Atwood also likens timing in stories to the logic of joke telling: “If we guess the riddle at once, or if we can’t guess it because the answer makes no sense – if we see the joke coming, or if the point is lost because the teller gets it muddled – there is failure. Stories can fail in the same way.”

Bringing it all together: If the writer’s desire to demonstrate/show what the character is feeling inside overwhelms the reader’s basic investment in the story by losing her attention, by betraying her trust, by seeming to lack urgency, or by muddling the story, the story will fail.

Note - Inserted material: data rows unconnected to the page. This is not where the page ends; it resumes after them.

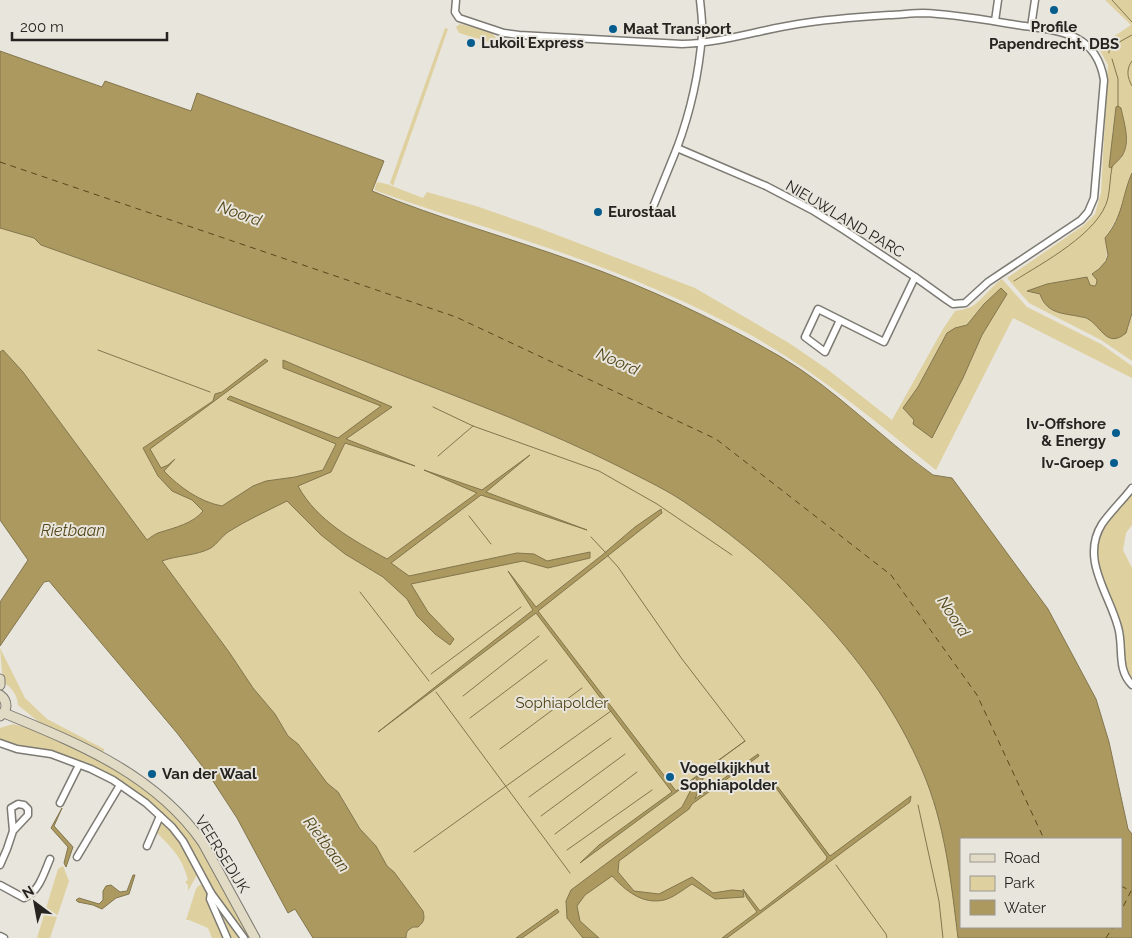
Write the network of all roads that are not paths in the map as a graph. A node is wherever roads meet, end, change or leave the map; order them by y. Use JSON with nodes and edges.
{"nodes":[{"id":1,"x":456,"y":0,"type":"edge"},
{"id":2,"x":700,"y":0,"type":"edge"},
{"id":3,"x":998,"y":0,"type":"edge"},
{"id":4,"x":1035,"y":0,"type":"edge"},
{"id":5,"x":995,"y":21,"type":"junction"},
{"id":6,"x":1032,"y":27,"type":"junction"},
{"id":7,"x":701,"y":44,"type":"junction"},
{"id":8,"x":678,"y":148,"type":"junction"},
{"id":9,"x":651,"y":212,"type":"dead end"},
{"id":10,"x":915,"y":277,"type":"junction"},
{"id":11,"x":840,"y":320,"type":"junction"},
{"id":12,"x":1132,"y":488,"type":"edge"},
{"id":13,"x":0,"y":680,"type":"edge"},
{"id":14,"x":0,"y":685,"type":"edge"},
{"id":15,"x":1132,"y":685,"type":"edge"},
{"id":16,"x":0,"y":695,"type":"edge"},
{"id":17,"x":3,"y":713,"type":"edge"},
{"id":18,"x":0,"y":743,"type":"edge"},
{"id":19,"x":79,"y":765,"type":"junction"},
{"id":20,"x":120,"y":784,"type":"junction"},
{"id":21,"x":60,"y":803,"type":"dead end"},
{"id":22,"x":160,"y":816,"type":"junction"},
{"id":23,"x":13,"y":831,"type":"dead end"},
{"id":24,"x":147,"y":846,"type":"dead end"},
{"id":25,"x":77,"y":857,"type":"dead end"},
{"id":26,"x":50,"y":859,"type":"dead end"},
{"id":27,"x":0,"y":865,"type":"edge"},
{"id":28,"x":0,"y":885,"type":"edge"},
{"id":29,"x":211,"y":893,"type":"junction"},
{"id":30,"x":0,"y":936,"type":"edge"},
{"id":31,"x":4,"y":938,"type":"edge"},
{"id":32,"x":227,"y":938,"type":"edge"},
{"id":33,"x":244,"y":938,"type":"edge"},
{"id":34,"x":255,"y":938,"type":"edge"}],
"edges":[{"from":1,"to":7,"type":"street","name":"NIEUWLAND PARC"},
{"from":2,"to":7,"type":"street"},
{"from":3,"to":5,"type":"street"},
{"from":4,"to":6,"type":"street"},
{"from":5,"to":6,"type":"street","name":"NIEUWLAND PARC"},
{"from":5,"to":7,"type":"street","name":"NIEUWLAND PARC"},
{"from":6,"to":10,"type":"street","name":"NIEUWLAND PARC"},
{"from":7,"to":8,"type":"street"},
{"from":8,"to":9,"type":"street"},
{"from":8,"to":10,"type":"street","name":"NIEUWLAND PARC"},
{"from":10,"to":11,"type":"street"},
{"from":11,"to":11,"type":"street"},
{"from":12,"to":15,"type":"street"},
{"from":13,"to":14,"type":"main road"},
{"from":16,"to":17,"type":"main road"},
{"from":17,"to":34,"type":"main road","name":"VEERSEDIJK"},
{"from":18,"to":19,"type":"street"},
{"from":19,"to":20,"type":"street"},
{"from":19,"to":21,"type":"street"},
{"from":20,"to":22,"type":"street"},
{"from":20,"to":25,"type":"street"},
{"from":22,"to":24,"type":"street"},
{"from":22,"to":29,"type":"street"},
{"from":23,"to":27,"type":"street"},
{"from":26,"to":28,"type":"street"},
{"from":29,"to":32,"type":"street"},
{"from":29,"to":33,"type":"street"},
{"from":30,"to":31,"type":"street"}]}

Let’s work on this by telling some really bad jokes and turning them into good ones. You’ve all probably got one joke, an old standby you’ve told a dozen times. First try inflating it to the extreme, omitting nothing and showing as much as possible. Next try paring it back. Keep some of your showing, but only enough to perfect the timing of the joke.

Monday, May 01, 2006

Time After Time


Exercise Your InkTank
Time Management

When we talk about back-story in storytelling, we’re often talking about the revelation of information and it’s sometimes a tricky chemistry. The introduction of other stories to the larger story can create an evocative sense of depth or even a sense of verisimilitude. And when you think about it, it’s hard to imagine a story that only moves directly forward in time. Even if a story does not invest a substantial formal movement to back-story, it may often recall moments (here and there) in a character’s life that work to explain things like motivation. When we understand why a character behaves the way he or she behaves, we’re more likely to believe and to invest; we’re more likely to allow ourselves to be moved. Back-story is a tool with great power, but if we’re not careful how we reveal information, we risk disrupting our readers. They can feel manipulated, or betrayed, or they might just sense the machinery behind the story and lose faith in it.

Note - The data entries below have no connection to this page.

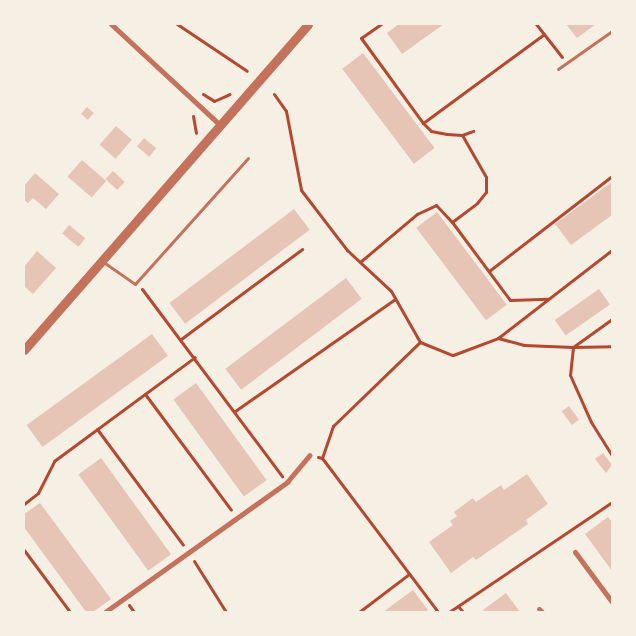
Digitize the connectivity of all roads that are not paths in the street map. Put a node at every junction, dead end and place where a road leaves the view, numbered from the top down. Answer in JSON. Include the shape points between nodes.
{"nodes":[{"id":1,"x":111,"y":24,"type":"edge"},
{"id":2,"x":308,"y":24,"type":"edge"},
{"id":3,"x":612,"y":31,"type":"edge"},
{"id":4,"x":558,"y":69,"type":"dead end"},
{"id":5,"x":219,"y":124,"type":"junction"},
{"id":6,"x":248,"y":158,"type":"dead end"},
{"id":7,"x":102,"y":261,"type":"junction"},
{"id":8,"x":24,"y":350,"type":"edge"},
{"id":9,"x":310,"y":455,"type":"road end"},
{"id":10,"x":575,"y":552,"type":"dead end"},
{"id":11,"x":612,"y":602,"type":"edge"},
{"id":12,"x":105,"y":612,"type":"edge"}],
"edges":[{"from":1,"to":5,"type":"street"},
{"from":2,"to":5,"type":"street"},
{"from":3,"to":4,"type":"lane"},
{"from":5,"to":7,"type":"street"},
{"from":6,"to":7,"type":"lane","via":[[135,284]]},
{"from":7,"to":8,"type":"street"},
{"from":9,"to":12,"type":"street","via":[[287,482]]},
{"from":10,"to":11,"type":"street"}]}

There is (of course) no one right way to reveal information, but there are some less than respectful ways that tend to irritate the hell out of readers. Token irritating revelation: “And then she realized she’d been dreaming.” Token infuriating revelation: “And then she realized she was dead.”

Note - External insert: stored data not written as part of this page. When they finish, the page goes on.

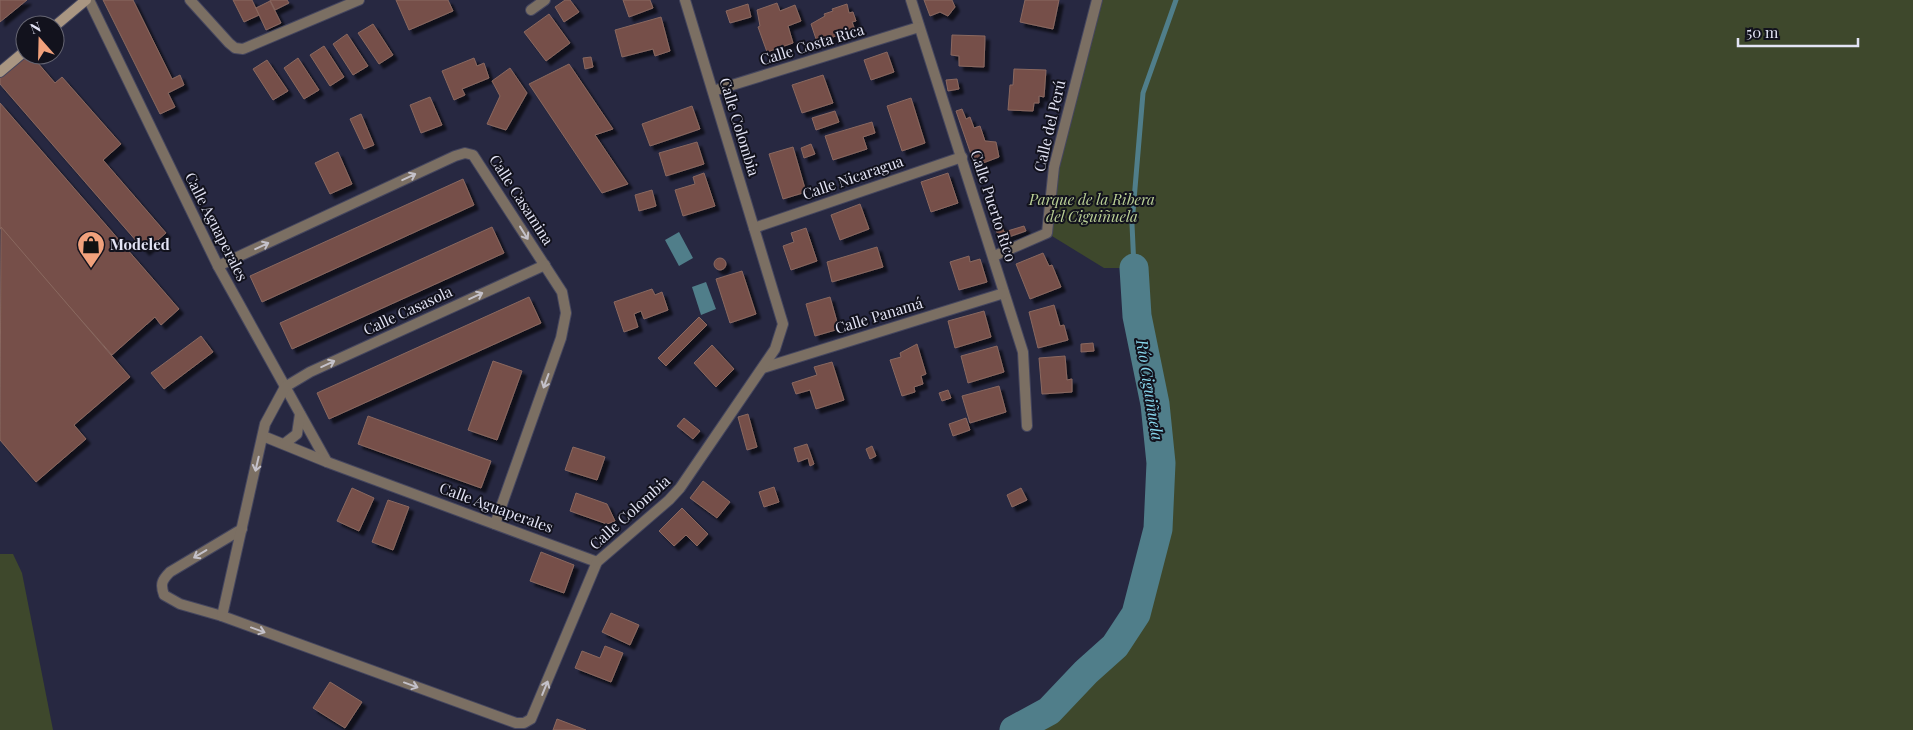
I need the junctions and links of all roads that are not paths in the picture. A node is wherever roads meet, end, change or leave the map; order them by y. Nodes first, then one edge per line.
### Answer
1 (87, 0) edge
2 (190, 0) edge
3 (359, 0) edge
4 (546, 0) edge
5 (685, 0) edge
6 (910, 0) edge
7 (1097, 0) edge
8 (532, 10) dead end
9 (65, 18) edge
10 (919, 27) junction
11 (15, 59) edge
12 (0, 72) edge
13 (713, 92) junction
14 (962, 157) junction
15 (754, 228) junction
16 (994, 256) junction
17 (545, 265) junction
18 (218, 266) junction
19 (1004, 293) junction
20 (763, 368) junction
21 (285, 387) junction
22 (300, 414) junction
23 (1027, 426) dead end
24 (264, 436) junction
25 (284, 444) junction
26 (327, 462) junction
27 (494, 524) junction
28 (242, 529) junction
29 (597, 562) junction
30 (222, 616) junction

1 - 9 street
1 - 18 street, Calle Aguaperales
2 - 3 street
4 - 8 street
5 - 13 street, Calle Colombia
6 - 10 street, Calle Puerto Rico
7 - 16 street, Calle del Perú
10 - 13 street, Calle Costa Rica
10 - 14 street, Calle Puerto Rico
11 - 12 street
13 - 15 street, Calle Colombia
14 - 15 street, Calle Nicaragua
14 - 16 street, Calle Puerto Rico
15 - 20 street, Calle Colombia
16 - 19 street, Calle Puerto Rico
18 -> 17 street, Calle Casamina
21 -> 17 street, Calle Casasola
17 -> 27 street, Calle Casamina
18 - 21 street, Calle Aguaperales
19 - 20 street, Calle Panamá
19 - 23 street, Calle Puerto Rico
20 - 29 street, Calle Colombia
21 - 22 street, Calle Aguaperales
21 - 24 street
22 - 25 street
22 - 26 street, Calle Aguaperales
24 - 25 street, Calle Aguaperales
24 -> 28 street
25 - 26 street, Calle Aguaperales
26 - 27 street, Calle Aguaperales
27 - 29 street, Calle Aguaperales
28 - 30 street
28 -> 30 street, Calle Colombia
30 -> 29 street, Calle Colombia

Here’s a smattering of good advice I’ve heard over the years: By revealing necessary information too late, we up-end the reader’s investment in the story. A good reveal is one that feels earned and organic, not theatrical. Real suspense is not created by withholding. Always connect. A good narrator is one who wants to tell you everything. A good hint is undetectable. It falls out like any other bit of information. The pleasure the reader derives from piecing things together will be greater if the piecing isn’t the focus of the narrative’s energy, but a consequence of it. The reader must always know where the story is. Always set the scene first – don’t ask your readers to re-imagine it later. Don’t make the story explain the difficulties away – break the bone to re-set it if you have to. If the story hinges on a central revelation, reveal without a hint of smarminess. Nobody really likes to know the writer is there behind the writing. There are unreliable narrators and there are unreliable narrators.

Many stories devote large formal movements to shifts in time. Here’s some advice I’ve heard about that: Set and maintain a pattern. Hang the back-story on a strong enough line. Reliance on juxtaposition alone for the activity of meaning-making between segments or sections creates exhaustion rather than interest. Again, always connect. Formal shifts can be denoted in many fashions ( * * * or white space or italics or chapter breaks, for example). Size is often an issue when deciding between them, but also taste.

Here’s my big craft-shop idea for the night. I’m going to give you some back-story on a character. You find a savvy way of revealing it in your own little story:

Once, when George was a child, he confused his father’s lessons. During a fire he was to evacuate with everyone else to the yard. During a storm he was to take cover beneath the large wooden table in the basement. But while everyone else stood in the yard and watched the house burn, he sat beneath the table and wondered at the smell. He was unharmed, but shamed greatly. His father trusted him to do nothing alone thereafter.